((released 2005-12-01) (handle mh-77-m) (supplement true))
Guests on Volume 77: Eric Miller on the conserving radicalism and revolutionary traditionalism of Christopher Lasch; Lisa de Boer on the depiction of everyday humanity in northern European post-Renaissance painting; Peter J. Schakel on seeing The Chronicles of Narnia as fairy tales, not just Christian allegory; and Alan Jacobs on how The Chronicles of Narnia reveal much of C. S. Lewis’s thinking on almost everything, and on how Lewis's imagination was prepared to write such books.
Historian Eric Miller discusses the concerns of cultural commentator Christopher Lasch (1932-1994), who is the subject of his essay “Pilgrim in an Unknown Land: Christopher Lasch’s Journey.” The work is included in an anthology Wilfred McClay edited, titled Figures in the Carpet: Finding the Human Person in the American Past. Lasch was the author of several books and hundreds of articles and essays; he had insatiable intellectual curiosity, states Miller, and was a radical in the true sense of the term, always honing his previously published arguments. He spent most of his career observing how American culture resists neat ideological explanations. Miller notes that Lasch was looking for a way to preserve morality without relying on religion and theology.
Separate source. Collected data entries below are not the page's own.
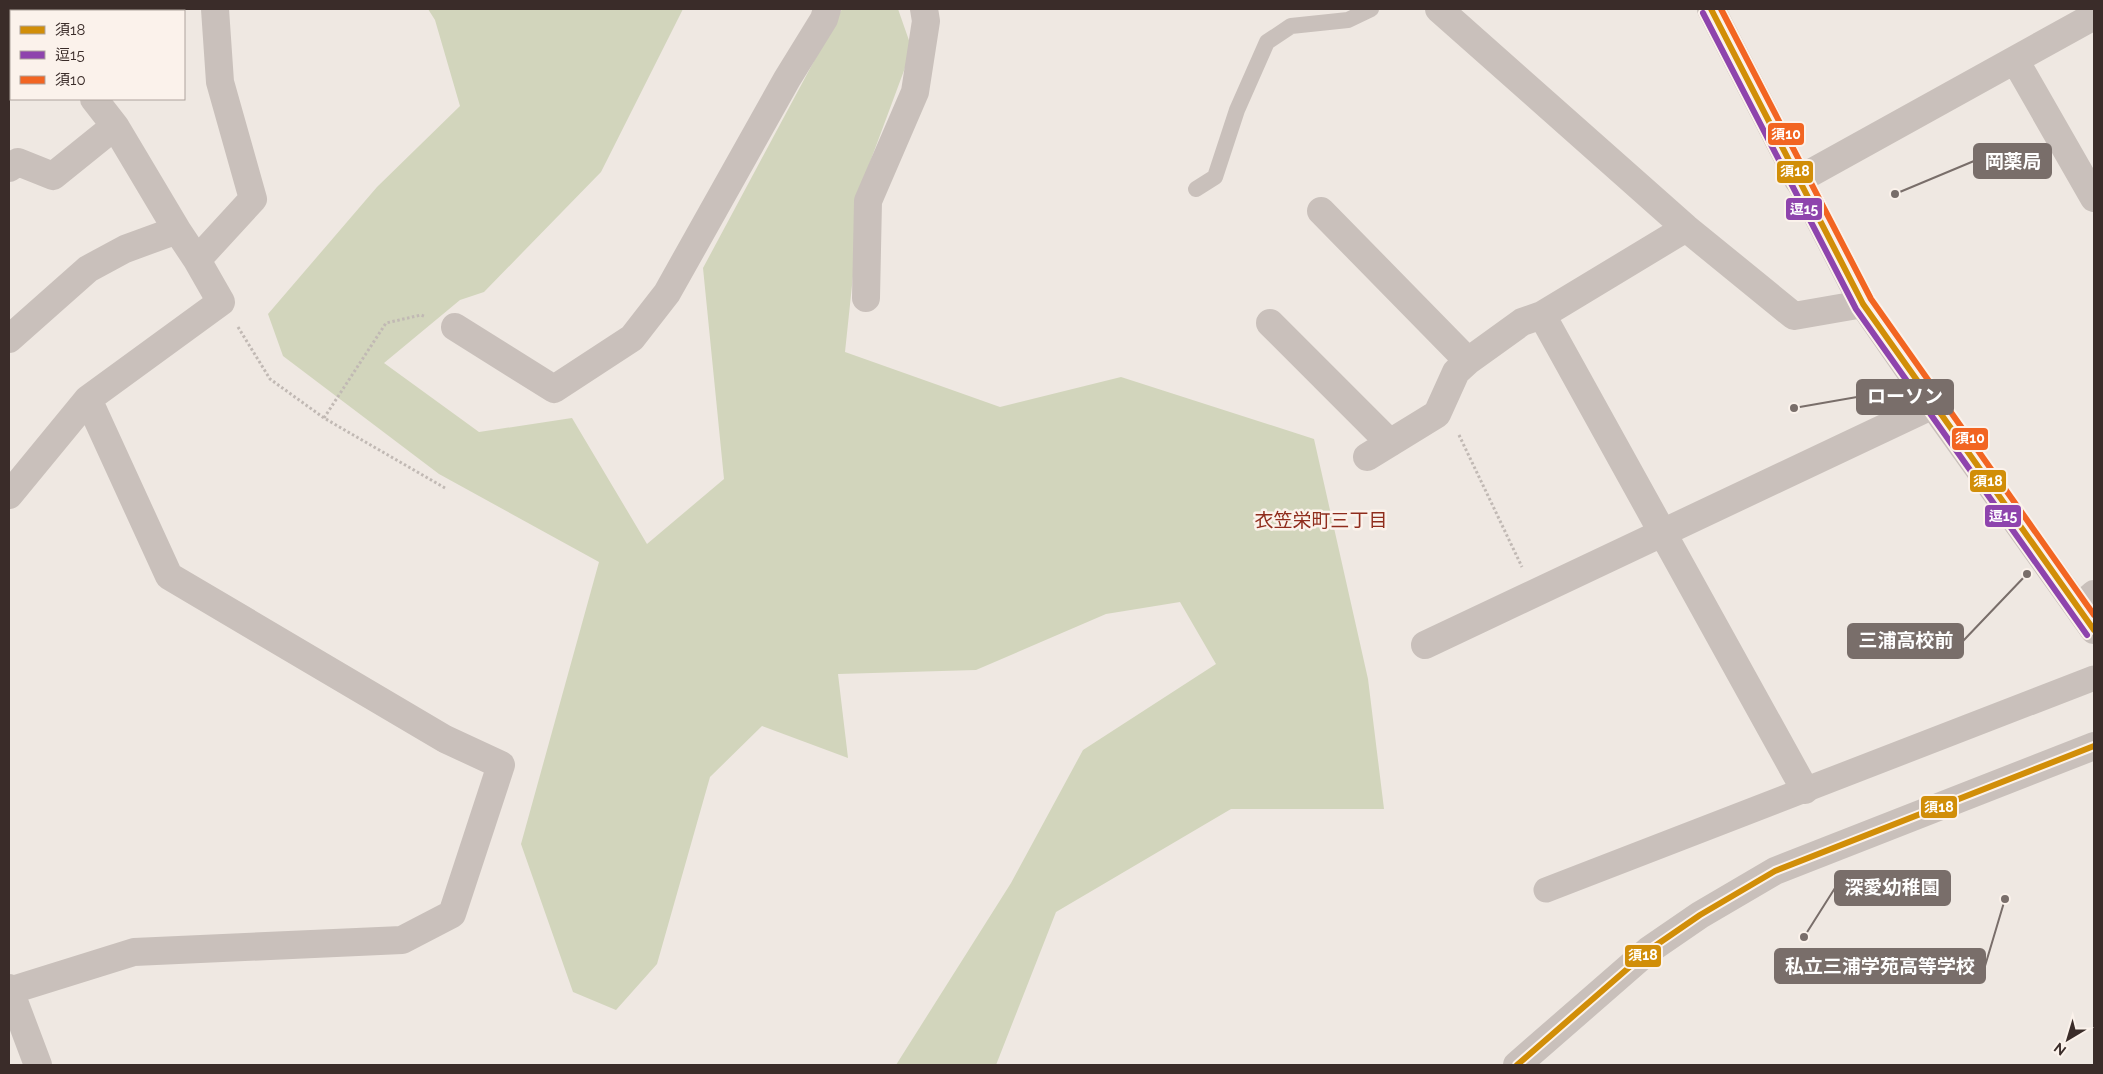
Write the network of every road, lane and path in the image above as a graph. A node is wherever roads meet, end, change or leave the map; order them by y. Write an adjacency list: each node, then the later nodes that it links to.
1 (215, 9): 18 (street)
2 (827, 9): 24 (street)
3 (924, 9): 19 (street)
4 (1371, 9): 13 (lane)
5 (1439, 9): 16 (street)
6 (1711, 9): 12 (street)
7 (2094, 16): 8 (street)
8 (2014, 60): 12 (street); 14 (street)
9 (95, 100): 10 (street)
10 (115, 126): 11 (street); 17 (street)
11 (9, 168)
12 (1798, 180): 21 (street)
13 (1196, 189)
14 (2094, 198)
15 (1321, 212): 26 (street)
16 (1686, 228): 21 (street); 22 (street)
17 (177, 230): 18 (street); 25 (street)
18 (197, 260): 20 (street)
19 (866, 298)
20 (221, 302): 27 (street); 30 (path)
21 (1864, 304): 29 (street)
22 (1542, 315): 26 (street); 35 (street)
23 (1270, 323): 31 (street)
24 (455, 327): 30 (path)
25 (9, 339)
26 (1468, 361): 28 (street)
27 (88, 399): 34 (street); 44 (street)
28 (1442, 401): 31 (street); 36 (path)
29 (1933, 405): 35 (street); 37 (street)
30 (324, 418): 33 (path)
31 (1390, 443): 32 (street)
32 (1368, 457)
33 (445, 488)
34 (9, 495)
35 (1662, 532): 36 (street); 42 (street)
36 (1535, 594): 39 (street)
37 (2086, 600): 38 (street)
38 (2094, 630)
39 (1425, 645)
40 (2094, 678): 42 (street)
41 (2094, 746): 46 (street)
42 (1805, 790): 43 (street)
43 (1546, 890)
44 (9, 990): 45 (street)
45 (38, 1065)
46 (1517, 1065)

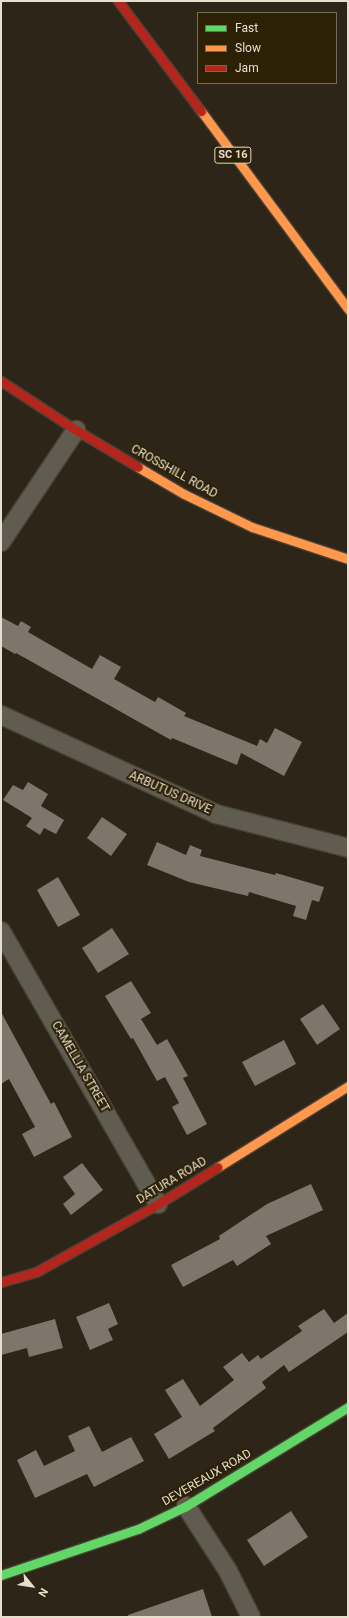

In an essay titled “A Comic Vision? Northern Renaissance Art and the Human Figure,” professor Lisa de Boer studies Northern European painters during the late sixteenth and early seventeenth centuries and their understanding of the human figure and its place in the world. De Boer is one of the artists whose work appears in the collection A Broken Beauty, which is a companion piece to the art show of the same name. Both the show and the anthology attend to the beauty found in the midst of suffering, loss, and brokenness. De Boer discusses her contribution to the book and describes one of the paintings she wrote about, “The Harvesters” by Pieter Bruegel the Elder (1525-1569). She explains how his vision and work were different from that of Southern European artists of the same era.
Professor of literature Peter Schakel discusses his book The Way into Narnia: A Reader’s Guide and the charms of C. S. Lewis’s The Chronicles of Narnia. In The Way into Narnia, Schakel argues that Lewis intended the books to be read as fairy stories, not as straight representations of the Christian story. The former work on the imagination differently than the latter and — while they can include Christian themes — also include universal themes. Fairy stories are those tales that take place in enchanted worlds full of strange creatures and magic. The Chronicles of Narnia work well as such says Schakel, successfully weaving elements from other genres into their fabric, portraying well-conceived imaginary worlds in a creative and structured fashion.
In this extended interview, Professor Alan Jacobs discusses his book The Narnian: The Life and Imagination of C. S. Lewis and what it means to say that Lewis (1898-1963) had a “pre-modern consciousness.” In his biography, Jacobs explores the images and themes found in both the Narnia stories and Lewis’s nonfiction works. He explains that Lewis’s thought and imagination were integrated in a way foreign to the modern mindset, which bisects reason to the public sphere and imagination to the private with neither informing the other. In a disenchanted world, Lewis cultivated a willingness to be enchanted. He trained his imagination on the Good, the True, and the Beautiful, probing the images and feelings that that developed and embodied them.